I stood there, dumbfounded, probably wearing the most shocked facial expression of all time. He was still smiling and I couldn’t help but look at him. Fuck. He was still as sexy as before, my eyes trailing the flurry of tattoos along his tan skin. His hair was longer, no longer buzzed on one side, and he was looking right at me with those big chocolate eyes of his.
“Fuck,” I muttered as I actually dropped the clipboard this time, tearing my eyes away from his. “Austin, what?” I said straightening up. “What on earth are you doing here? How did you…?” I trailed off and walked more in the room, setting the clipboard on the counter.
This time when I looked at him he wasn’t smiling anymore, just staring at me, the way he did that first day. He looked almost sad, looking me over, like he was disappointed in what he saw. I shifted uneasily on my feet which seemed to make him find his voice again.
“Shit,” he mumbled looking away, down at the floor. “I had imagined this so many times but now that it’s happening, I, I don’t know what to say,” and he laughed nervously.
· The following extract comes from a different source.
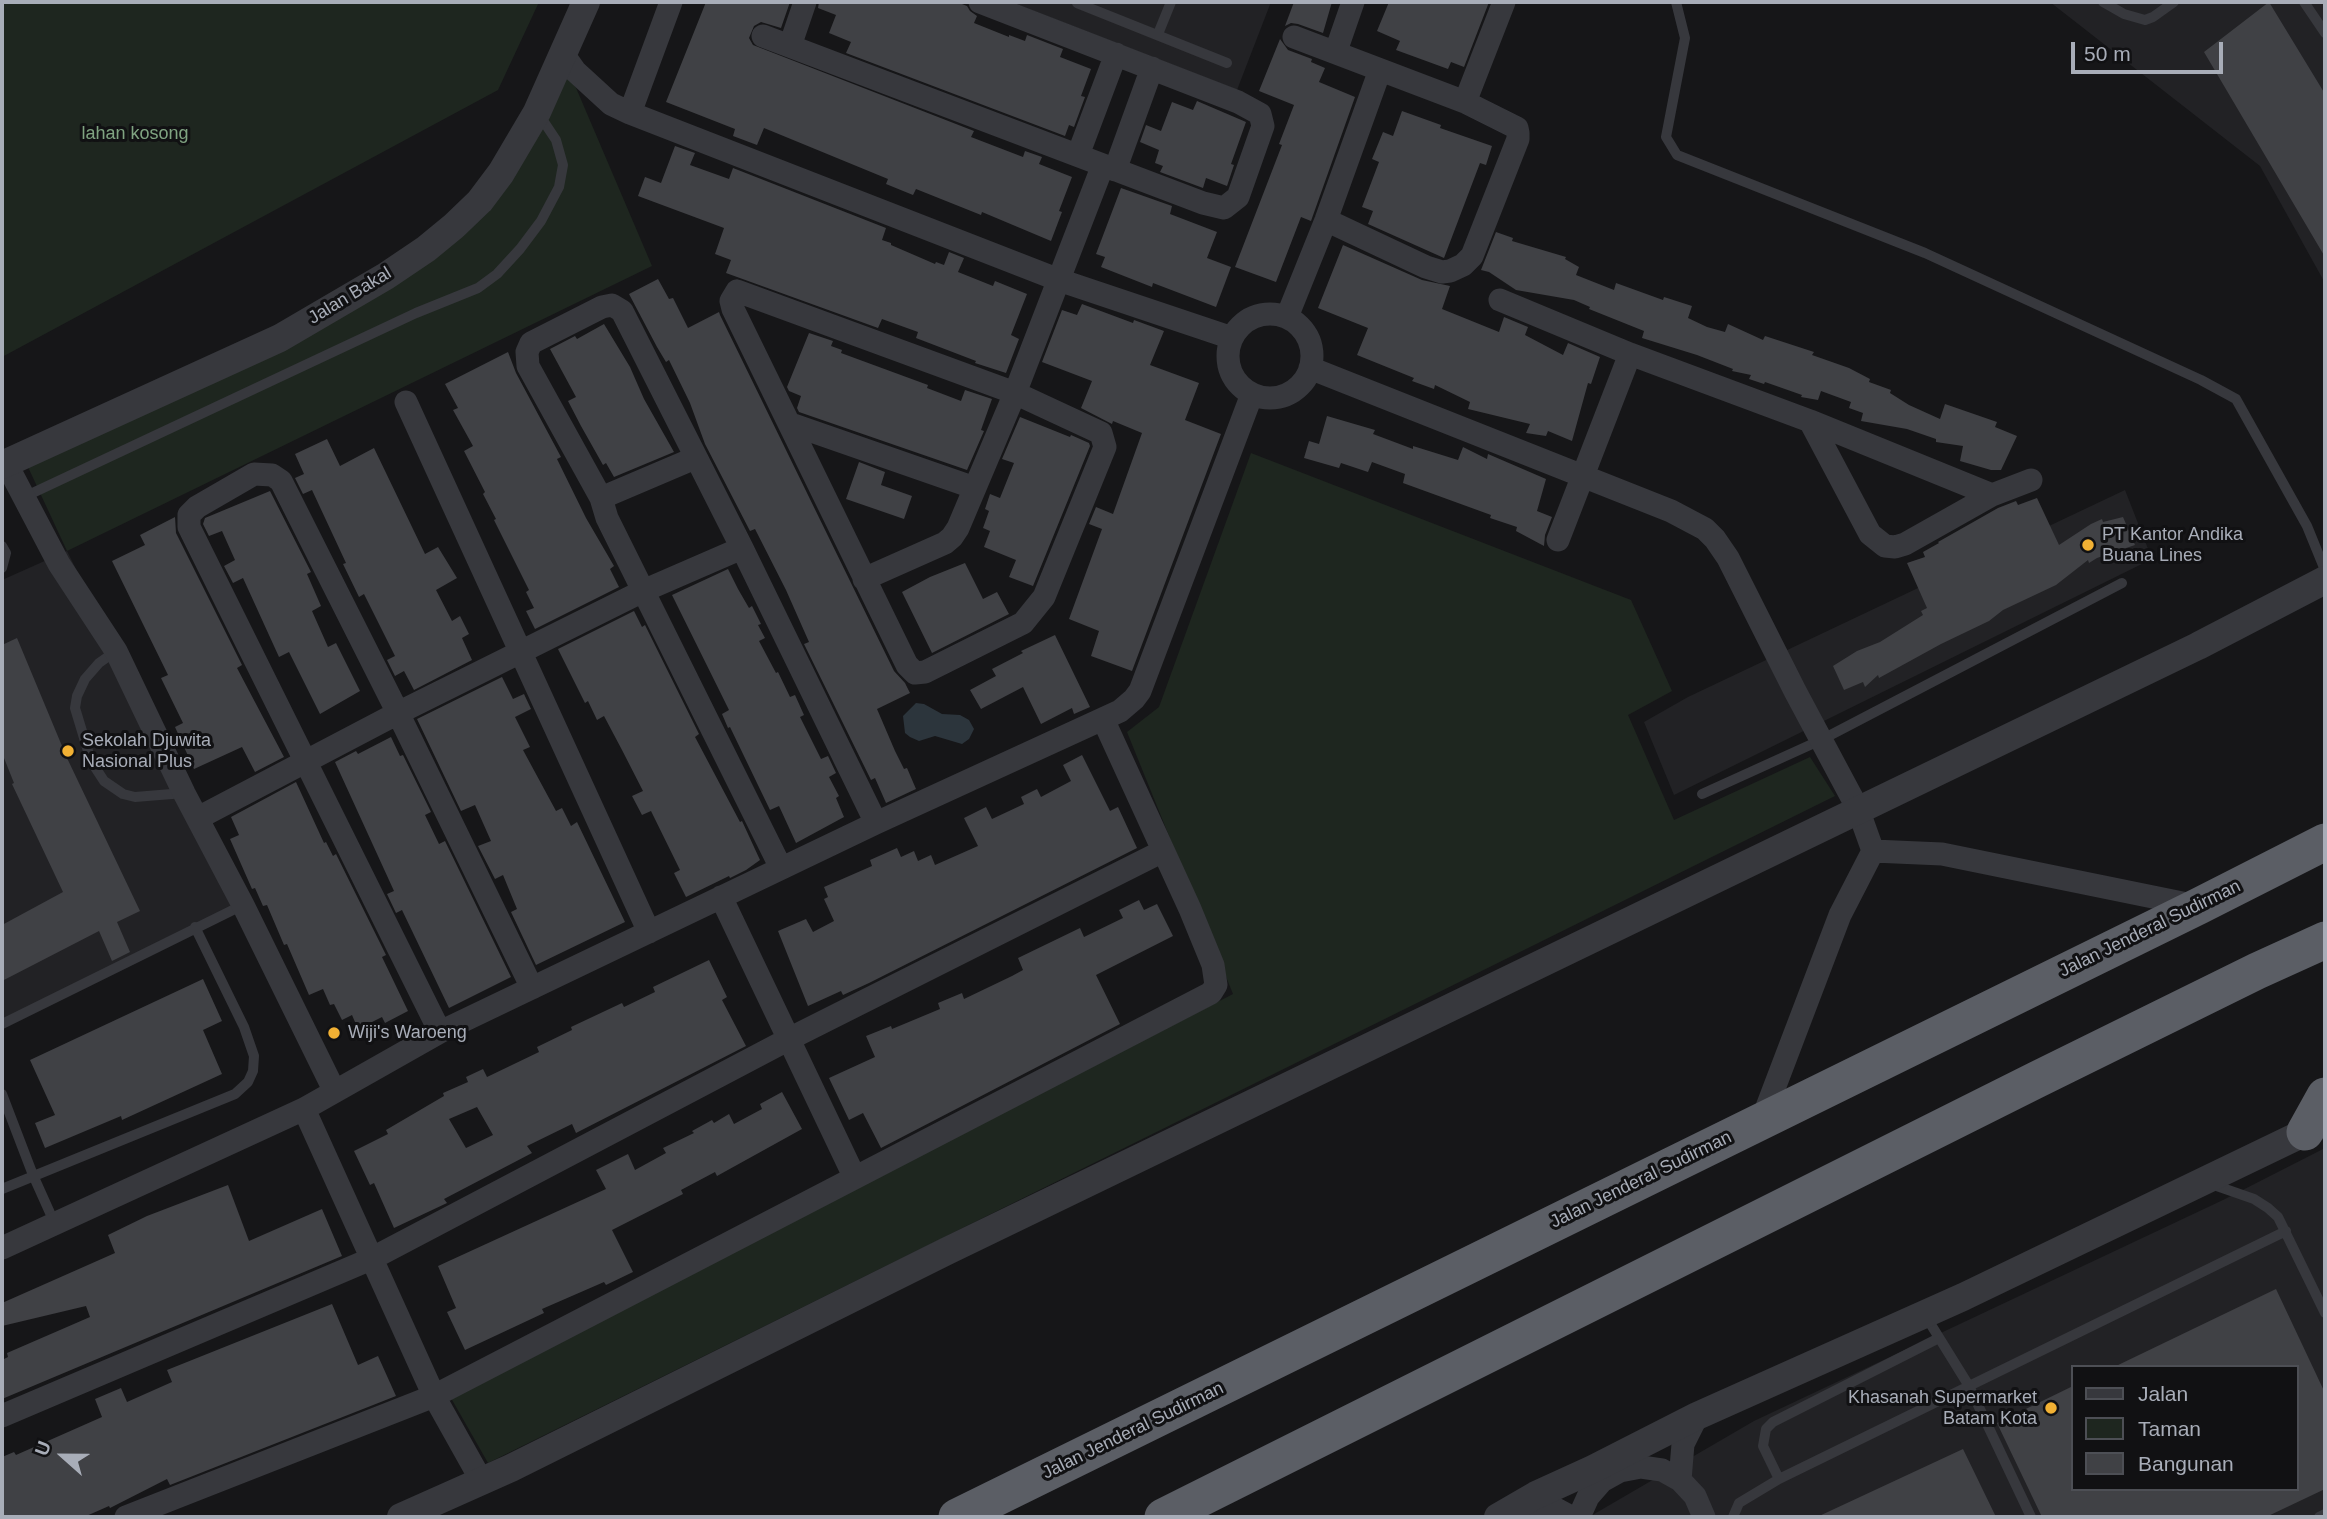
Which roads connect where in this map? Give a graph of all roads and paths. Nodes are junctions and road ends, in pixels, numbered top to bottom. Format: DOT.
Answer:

I suddenly became angry at the sound of his laughter. Here I was, tired as hell, unable to leave until I checked on him, something I’m technically not even supposed to be doing and I don’t know, I just snapped.
“What the actual fuck Austin,” I asked crossing my arms. “Is this some kind of joke to you? Was this all a scheme to get me locked in a room with you or something? I mean seriously, Marfan syndrome, that’s fucking serious, who would joke about that?”
His eyebrows furrowed obviously not expecting me to get angry at him. I wondered what he had expected to happen.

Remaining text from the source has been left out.